- [EXERCISE MATERIAL]:
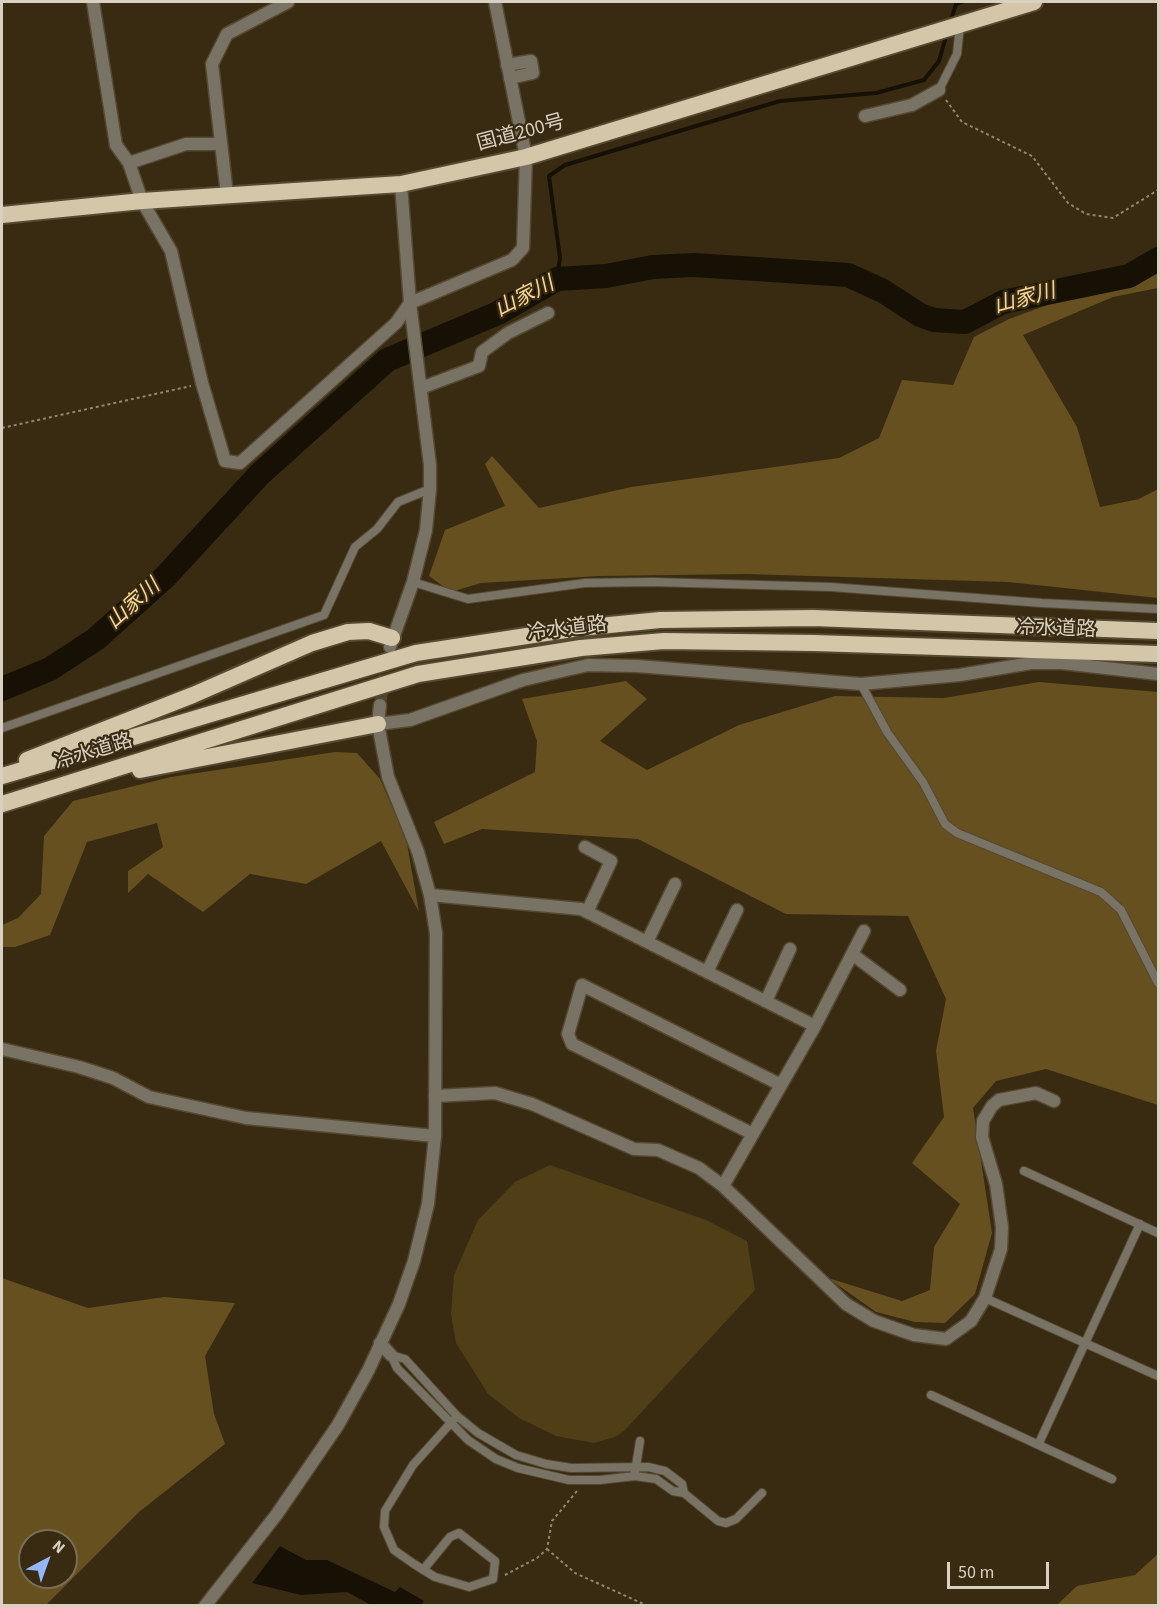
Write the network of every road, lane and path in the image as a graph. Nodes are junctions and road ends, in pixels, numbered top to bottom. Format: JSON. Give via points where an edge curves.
{"nodes":[{"id":1,"x":93,"y":2,"type":"edge"},
{"id":2,"x":288,"y":2,"type":"edge"},
{"id":3,"x":495,"y":2,"type":"edge"},
{"id":4,"x":1034,"y":2,"type":"edge"},
{"id":5,"x":960,"y":25,"type":"junction"},
{"id":6,"x":939,"y":90,"type":"junction"},
{"id":7,"x":865,"y":116,"type":"dead end"},
{"id":8,"x":221,"y":144,"type":"junction"},
{"id":9,"x":526,"y":157,"type":"junction"},
{"id":10,"x":129,"y":163,"type":"junction"},
{"id":11,"x":401,"y":184,"type":"junction"},
{"id":12,"x":1158,"y":190,"type":"edge"},
{"id":13,"x":227,"y":195,"type":"junction"},
{"id":14,"x":142,"y":201,"type":"junction"},
{"id":15,"x":2,"y":215,"type":"edge"},
{"id":16,"x":410,"y":303,"type":"junction"},
{"id":17,"x":548,"y":312,"type":"dead end"},
{"id":18,"x":202,"y":383,"type":"junction"},
{"id":19,"x":421,"y":388,"type":"junction"},
{"id":20,"x":2,"y":428,"type":"edge"},
{"id":21,"x":430,"y":489,"type":"junction"},
{"id":22,"x":413,"y":582,"type":"junction"},
{"id":23,"x":1158,"y":609,"type":"edge"},
{"id":24,"x":1158,"y":631,"type":"edge"},
{"id":25,"x":391,"y":643,"type":"joint"},
{"id":26,"x":1158,"y":654,"type":"edge"},
{"id":27,"x":1158,"y":674,"type":"edge"},
{"id":28,"x":861,"y":684,"type":"junction"},
{"id":29,"x":381,"y":705,"type":"tunnel mouth"},
{"id":30,"x":378,"y":724,"type":"junction"},
{"id":31,"x":2,"y":728,"type":"edge"},
{"id":32,"x":2,"y":771,"type":"edge"},
{"id":33,"x":2,"y":776,"type":"edge"},
{"id":34,"x":32,"y":795,"type":"junction"},
{"id":35,"x":2,"y":804,"type":"edge"},
{"id":36,"x":585,"y":847,"type":"dead end"},
{"id":37,"x":675,"y":884,"type":"dead end"},
{"id":38,"x":430,"y":895,"type":"junction"},
{"id":39,"x":737,"y":910,"type":"dead end"},
{"id":40,"x":587,"y":912,"type":"junction"},
{"id":41,"x":864,"y":931,"type":"dead end"},
{"id":42,"x":647,"y":942,"type":"junction"},
{"id":43,"x":790,"y":949,"type":"dead end"},
{"id":44,"x":852,"y":954,"type":"junction"},
{"id":45,"x":707,"y":972,"type":"junction"},
{"id":46,"x":1158,"y":983,"type":"edge"},
{"id":47,"x":900,"y":990,"type":"dead end"},
{"id":48,"x":766,"y":1002,"type":"junction"},
{"id":49,"x":815,"y":1026,"type":"junction"},
{"id":50,"x":2,"y":1048,"type":"edge"},
{"id":51,"x":781,"y":1085,"type":"junction"},
{"id":52,"x":435,"y":1096,"type":"junction"},
{"id":53,"x":1054,"y":1101,"type":"dead end"},
{"id":54,"x":753,"y":1134,"type":"junction"},
{"id":55,"x":435,"y":1136,"type":"junction"},
{"id":56,"x":1024,"y":1171,"type":"dead end"},
{"id":57,"x":723,"y":1186,"type":"junction"},
{"id":58,"x":1140,"y":1224,"type":"junction"},
{"id":59,"x":1158,"y":1233,"type":"edge"},
{"id":60,"x":985,"y":1298,"type":"junction"},
{"id":61,"x":380,"y":1343,"type":"junction"},
{"id":62,"x":1086,"y":1343,"type":"junction"},
{"id":63,"x":391,"y":1355,"type":"junction"},
{"id":64,"x":1158,"y":1376,"type":"edge"},
{"id":65,"x":931,"y":1395,"type":"dead end"},
{"id":66,"x":457,"y":1416,"type":"junction"},
{"id":67,"x":449,"y":1422,"type":"junction"},
{"id":68,"x":640,"y":1441,"type":"dead end"},
{"id":69,"x":1039,"y":1443,"type":"junction"},
{"id":70,"x":635,"y":1472,"type":"junction"},
{"id":71,"x":1112,"y":1479,"type":"dead end"},
{"id":72,"x":582,"y":1480,"type":"junction"},
{"id":73,"x":684,"y":1493,"type":"junction"},
{"id":74,"x":762,"y":1493,"type":"dead end"},
{"id":75,"x":547,"y":1549,"type":"junction"},
{"id":76,"x":423,"y":1570,"type":"junction"},
{"id":77,"x":493,"y":1579,"type":"junction"},
{"id":78,"x":205,"y":1605,"type":"edge"},
{"id":79,"x":648,"y":1605,"type":"edge"}],
"edges":[{"from":1,"to":10,"type":"street","via":[[116,145]]},
{"from":2,"to":8,"type":"street","via":[[227,34],[212,64]]},
{"from":3,"to":9,"type":"street"},
{"from":4,"to":5,"type":"highway","name":"国道200号"},
{"from":5,"to":6,"type":"lane","via":[[957,54]]},
{"from":5,"to":9,"type":"highway","name":"国道200号"},
{"from":6,"to":7,"type":"street","via":[[912,105]]},
{"from":6,"to":12,"type":"path","via":[[962,122],[1032,156],[1068,202],[1086,214],[1113,218]]},
{"from":8,"to":10,"type":"street","via":[[186,144]]},
{"from":8,"to":13,"type":"street"},
{"from":9,"to":11,"type":"highway","name":"国道200号"},
{"from":9,"to":16,"type":"street","via":[[523,248],[512,260]]},
{"from":10,"to":14,"type":"street"},
{"from":11,"to":13,"type":"highway","name":"国道200号"},
{"from":11,"to":16,"type":"street"},
{"from":13,"to":14,"type":"highway","name":"国道200号"},
{"from":14,"to":15,"type":"highway","name":"国道200号"},
{"from":14,"to":18,"type":"street","via":[[171,251]]},
{"from":16,"to":18,"type":"street","via":[[396,323],[240,463],[225,461]]},
{"from":16,"to":19,"type":"street"},
{"from":17,"to":19,"type":"street","via":[[482,352],[479,366]]},
{"from":18,"to":20,"type":"path"},
{"from":19,"to":21,"type":"street"},
{"from":21,"to":22,"type":"street","via":[[426,530]]},
{"from":21,"to":31,"type":"lane","via":[[398,502],[377,529],[355,547],[324,615]]},
{"from":22,"to":23,"type":"lane","via":[[468,599],[585,583],[652,582],[831,587]]},
{"from":22,"to":25,"type":"street"},
{"from":24,"to":33,"type":"highway","name":"冷水道路","via":[[813,618],[660,620],[547,632],[416,653]]},
{"from":25,"to":32,"type":"highway","via":[[369,631],[348,632],[312,643]]},
{"from":26,"to":34,"type":"highway","name":"冷水道路","via":[[664,641],[580,648],[418,674]]},
{"from":27,"to":28,"type":"street","via":[[1031,663],[960,675]]},
{"from":28,"to":30,"type":"street","via":[[588,665],[523,680],[410,720]]},
{"from":28,"to":46,"type":"lane","via":[[945,824],[957,833],[1101,892],[1121,910]]},
{"from":29,"to":30,"type":"street"},
{"from":30,"to":34,"type":"highway","via":[[240,749]]},
{"from":30,"to":38,"type":"street","via":[[388,777],[418,852]]},
{"from":34,"to":35,"type":"highway","name":"冷水道路"},
{"from":36,"to":40,"type":"street","via":[[611,861]]},
{"from":37,"to":42,"type":"street"},
{"from":38,"to":40,"type":"street"},
{"from":38,"to":52,"type":"street","via":[[436,933]]},
{"from":39,"to":45,"type":"street"},
{"from":40,"to":42,"type":"street"},
{"from":41,"to":44,"type":"street"},
{"from":42,"to":45,"type":"street"},
{"from":43,"to":48,"type":"street"},
{"from":44,"to":47,"type":"street"},
{"from":44,"to":49,"type":"street"},
{"from":45,"to":48,"type":"street"},
{"from":48,"to":49,"type":"street"},
{"from":49,"to":51,"type":"street"},
{"from":50,"to":55,"type":"street","via":[[79,1066],[149,1097],[246,1118]]},
{"from":51,"to":54,"type":"street"},
{"from":51,"to":54,"type":"street","via":[[582,985],[568,1034],[572,1044]]},
{"from":52,"to":55,"type":"street"},
{"from":52,"to":57,"type":"street","via":[[495,1093],[532,1104],[634,1149],[658,1150],[699,1168]]},
{"from":53,"to":60,"type":"street","via":[[1036,1093],[999,1100],[983,1121],[982,1137],[996,1184],[1002,1227],[1001,1249]]},
{"from":54,"to":57,"type":"street"},
{"from":55,"to":61,"type":"street","via":[[428,1204],[414,1261]]},
{"from":56,"to":58,"type":"lane"},
{"from":57,"to":60,"type":"street","via":[[846,1304],[874,1321],[914,1335],[946,1339],[971,1322]]},
{"from":58,"to":59,"type":"lane"},
{"from":58,"to":62,"type":"lane"},
{"from":60,"to":62,"type":"lane"},
{"from":61,"to":63,"type":"street"},
{"from":61,"to":78,"type":"street","via":[[338,1425],[277,1514]]},
{"from":62,"to":64,"type":"lane"},
{"from":62,"to":69,"type":"lane"},
{"from":63,"to":66,"type":"lane","via":[[405,1359]]},
{"from":63,"to":67,"type":"lane","via":[[396,1368]]},
{"from":65,"to":69,"type":"lane"},
{"from":66,"to":67,"type":"lane"},
{"from":66,"to":70,"type":"lane","via":[[516,1455],[571,1468]]},
{"from":67,"to":72,"type":"lane","via":[[496,1459],[543,1475]]},
{"from":67,"to":76,"type":"lane","via":[[413,1465],[386,1511],[384,1527],[394,1550]]},
{"from":68,"to":70,"type":"lane"},
{"from":69,"to":71,"type":"lane"},
{"from":70,"to":72,"type":"lane"},
{"from":70,"to":73,"type":"lane"},
{"from":70,"to":73,"type":"lane","via":[[665,1471],[682,1484]]},
{"from":72,"to":75,"type":"path","via":[[552,1521]]},
{"from":73,"to":74,"type":"lane","via":[[718,1521],[726,1523],[736,1519]]},
{"from":75,"to":77,"type":"path","via":[[537,1558]]},
{"from":75,"to":79,"type":"path","via":[[575,1573]]},
{"from":76,"to":77,"type":"lane","via":[[469,1587]]},
{"from":76,"to":77,"type":"lane","via":[[450,1537],[459,1533],[495,1560]]}]}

- [PROBLEM TO WORK ON]: Each line in which the string "冷水道路" is found must be copied from the data.

- [ANSWER SPACE]:
{"from":24,"to":33,"type":"highway","name":"冷水道路","via":[[813,618],[660,620],[547,632],[416,653]]},
{"from":26,"to":34,"type":"highway","name":"冷水道路","via":[[664,641],[580,648],[418,674]]},
{"from":34,"to":35,"type":"highway","name":"冷水道路"},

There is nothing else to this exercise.